Da Fralerighe n. 1 (gennaio 2012)
Se una nube di acido cianidrico fuoriuscisse da una profonda cavità della Terra, se poi si mettesse in movimento, trasportata dai venti e dalle correnti, se infine riuscisse a spostarsi sopra tutte le contrade del Globo in modo da impregnare l’atmosfera nella sua totalità, quale sarebbe il destino del mondo e dei suoi abitanti?
Questo è lo scenario apocalittico davanti al quale verrà a trovarsi Adam Jeffson di ritorno dal Polo Nord.
Jeffson, grazie alle torbide manovre dell’ambiziosa fidanzata Clodagh, è stato scelto per partecipare a una spedizione nelle estreme terre del nord. Colui che per primo avrà messo piede al Polo diverrà immortale e naturalmente ricco.
La fortuna assiste il nostro intrepido, opportunista esploratore. Raggiunge per primo la meta, ma nel suo rientro alla base scopre che si è verificato l’irreparabile. Lui è rimasto immune, mentre tutti gli altri, uomini e animali, sono morti avvelenati.
La nube micidiale ha però esercitato sui cadaveri una strana proprietà conservatrice. Il mondo appare cosparso di corpi che la morte ha lasciato nelle più strane posizioni: chi cercava di scappare, e chi fatalisticamente attendeva la fine, rimanendo aggrappato alle azioni della vita quotidiana. È un mondo surreale quello che si rivela agli occhi di Adam Jeffson. Egli vaga alla ricerca di qualche sopravvissuto, ma non trova nessuno. Ben presto si rende conto di essere solo in un mondo rimasto intatto ma privato dei suoi abitanti.
Con una prosa elegante (resa perfettamente dall’accurata traduzione) e quasi eccessiva nei suoi toni descrittivi, Shiel ci presenta uno scenario da incubo.
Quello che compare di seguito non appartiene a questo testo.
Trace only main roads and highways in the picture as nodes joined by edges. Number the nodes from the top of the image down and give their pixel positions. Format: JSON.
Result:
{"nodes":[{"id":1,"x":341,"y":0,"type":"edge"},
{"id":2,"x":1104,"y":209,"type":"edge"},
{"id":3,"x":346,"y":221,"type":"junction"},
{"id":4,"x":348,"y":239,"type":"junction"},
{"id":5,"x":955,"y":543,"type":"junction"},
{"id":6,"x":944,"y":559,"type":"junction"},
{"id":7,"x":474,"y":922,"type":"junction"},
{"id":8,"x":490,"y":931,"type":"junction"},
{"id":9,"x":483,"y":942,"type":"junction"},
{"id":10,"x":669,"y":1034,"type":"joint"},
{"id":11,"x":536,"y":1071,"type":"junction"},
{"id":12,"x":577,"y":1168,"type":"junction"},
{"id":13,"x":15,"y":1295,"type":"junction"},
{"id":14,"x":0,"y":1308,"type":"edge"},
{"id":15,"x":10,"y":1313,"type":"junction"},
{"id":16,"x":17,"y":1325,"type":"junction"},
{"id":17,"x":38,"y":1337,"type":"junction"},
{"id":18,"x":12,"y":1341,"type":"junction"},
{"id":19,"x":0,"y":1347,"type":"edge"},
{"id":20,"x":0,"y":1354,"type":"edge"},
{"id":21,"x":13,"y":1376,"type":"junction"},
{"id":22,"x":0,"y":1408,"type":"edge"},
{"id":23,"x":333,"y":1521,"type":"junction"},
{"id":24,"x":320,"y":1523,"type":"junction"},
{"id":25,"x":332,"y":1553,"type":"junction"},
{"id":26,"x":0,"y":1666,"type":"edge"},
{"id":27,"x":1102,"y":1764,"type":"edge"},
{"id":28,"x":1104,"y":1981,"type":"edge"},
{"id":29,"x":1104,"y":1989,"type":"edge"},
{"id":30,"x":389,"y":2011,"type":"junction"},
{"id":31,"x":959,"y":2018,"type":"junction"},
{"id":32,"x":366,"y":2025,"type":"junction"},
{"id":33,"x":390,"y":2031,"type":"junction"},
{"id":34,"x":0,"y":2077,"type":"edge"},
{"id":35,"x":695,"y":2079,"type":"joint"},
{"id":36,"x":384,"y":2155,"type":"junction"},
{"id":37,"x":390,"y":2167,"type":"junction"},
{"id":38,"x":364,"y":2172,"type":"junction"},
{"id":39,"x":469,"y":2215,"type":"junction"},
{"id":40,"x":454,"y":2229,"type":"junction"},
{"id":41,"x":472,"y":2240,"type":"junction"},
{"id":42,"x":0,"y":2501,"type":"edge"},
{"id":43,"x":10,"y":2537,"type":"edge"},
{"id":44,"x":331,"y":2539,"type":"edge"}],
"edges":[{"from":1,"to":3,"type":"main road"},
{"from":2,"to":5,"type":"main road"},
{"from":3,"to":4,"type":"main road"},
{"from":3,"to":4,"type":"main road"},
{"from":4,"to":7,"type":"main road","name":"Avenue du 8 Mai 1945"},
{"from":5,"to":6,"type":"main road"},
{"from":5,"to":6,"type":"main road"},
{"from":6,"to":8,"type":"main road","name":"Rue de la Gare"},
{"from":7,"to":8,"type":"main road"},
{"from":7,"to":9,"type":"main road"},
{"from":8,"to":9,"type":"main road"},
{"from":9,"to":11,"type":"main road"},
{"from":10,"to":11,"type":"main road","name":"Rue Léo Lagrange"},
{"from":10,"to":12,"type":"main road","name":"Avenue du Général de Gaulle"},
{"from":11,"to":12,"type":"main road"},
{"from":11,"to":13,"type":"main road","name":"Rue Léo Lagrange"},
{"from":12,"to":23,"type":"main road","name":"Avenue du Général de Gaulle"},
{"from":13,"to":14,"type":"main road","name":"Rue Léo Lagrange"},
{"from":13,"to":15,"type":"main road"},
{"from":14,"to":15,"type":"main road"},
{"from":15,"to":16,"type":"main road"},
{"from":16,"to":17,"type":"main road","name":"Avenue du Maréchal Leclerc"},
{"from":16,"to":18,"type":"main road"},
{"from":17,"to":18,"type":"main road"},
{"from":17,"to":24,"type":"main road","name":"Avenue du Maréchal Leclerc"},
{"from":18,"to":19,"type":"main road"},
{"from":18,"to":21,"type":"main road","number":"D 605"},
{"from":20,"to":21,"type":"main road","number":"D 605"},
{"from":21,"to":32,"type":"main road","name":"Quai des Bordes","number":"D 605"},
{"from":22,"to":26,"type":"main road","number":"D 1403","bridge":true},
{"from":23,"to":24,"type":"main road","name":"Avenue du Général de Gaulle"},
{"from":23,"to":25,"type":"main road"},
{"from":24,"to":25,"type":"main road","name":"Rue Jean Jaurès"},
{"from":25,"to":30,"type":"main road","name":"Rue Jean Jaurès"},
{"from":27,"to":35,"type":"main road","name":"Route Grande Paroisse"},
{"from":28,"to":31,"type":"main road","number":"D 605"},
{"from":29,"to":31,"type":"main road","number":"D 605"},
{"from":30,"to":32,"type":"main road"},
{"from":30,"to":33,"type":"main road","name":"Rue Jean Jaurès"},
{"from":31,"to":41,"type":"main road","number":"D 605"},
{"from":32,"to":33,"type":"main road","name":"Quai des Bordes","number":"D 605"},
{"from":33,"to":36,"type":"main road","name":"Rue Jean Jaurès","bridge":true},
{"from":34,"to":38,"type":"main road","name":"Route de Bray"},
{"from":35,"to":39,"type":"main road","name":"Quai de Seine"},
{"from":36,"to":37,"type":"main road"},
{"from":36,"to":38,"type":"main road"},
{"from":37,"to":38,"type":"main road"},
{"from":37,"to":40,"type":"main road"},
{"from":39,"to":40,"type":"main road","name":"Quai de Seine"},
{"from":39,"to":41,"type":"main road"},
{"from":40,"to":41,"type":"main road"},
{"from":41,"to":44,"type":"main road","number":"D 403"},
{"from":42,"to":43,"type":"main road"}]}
La narrazione scatena progressivamente tutta la sua potenza visionaria, lascia impressionato il lettore fino a trasmettergli le stesse vertigini che prova il protagonista.
Quale sarà il destino di Adam?
Il finale, anche se un po’ scontato, è l’ultimo tassello di un mosaico dalla grande forza evocatrice ed allusiva. Sì, perché nella tragica parabola di Adam c’è tutto il mistero della condizione umana: il rapporto con la natura, con le persone, con i prodotti artificiali dell’ingegno.
Adam, dopo anni di peregrinazione in un modo disabitato, è preso da una tragica follia: si sente una specie di divinità, con il potere di creare e di distruggere. Incendia Londra e Istanbul, ma poi cerca di costruire da solo un palazzo che sia testimonianza della sua folle grandezza.
P.S. Shiel è contemporaneo di Wells, ma a me sembra meno datato del suo più celebre collega. Non è solo la forza espressiva della prosa a renderlo più grande, ma anche il disagio che la sua opera ci lascia. Stia attento l’uomo, perché non è un dio e alla fine dovrà inchinarsi davanti a quella natura che ha sempre voluto dominare e manipolare a suo piacimento.
“La nube purpurea” è un classico della prima moderna fantascienza, un’opera che va riscoperta.
E si ringrazia Adelphi per la bella edizione che ci ha regalato.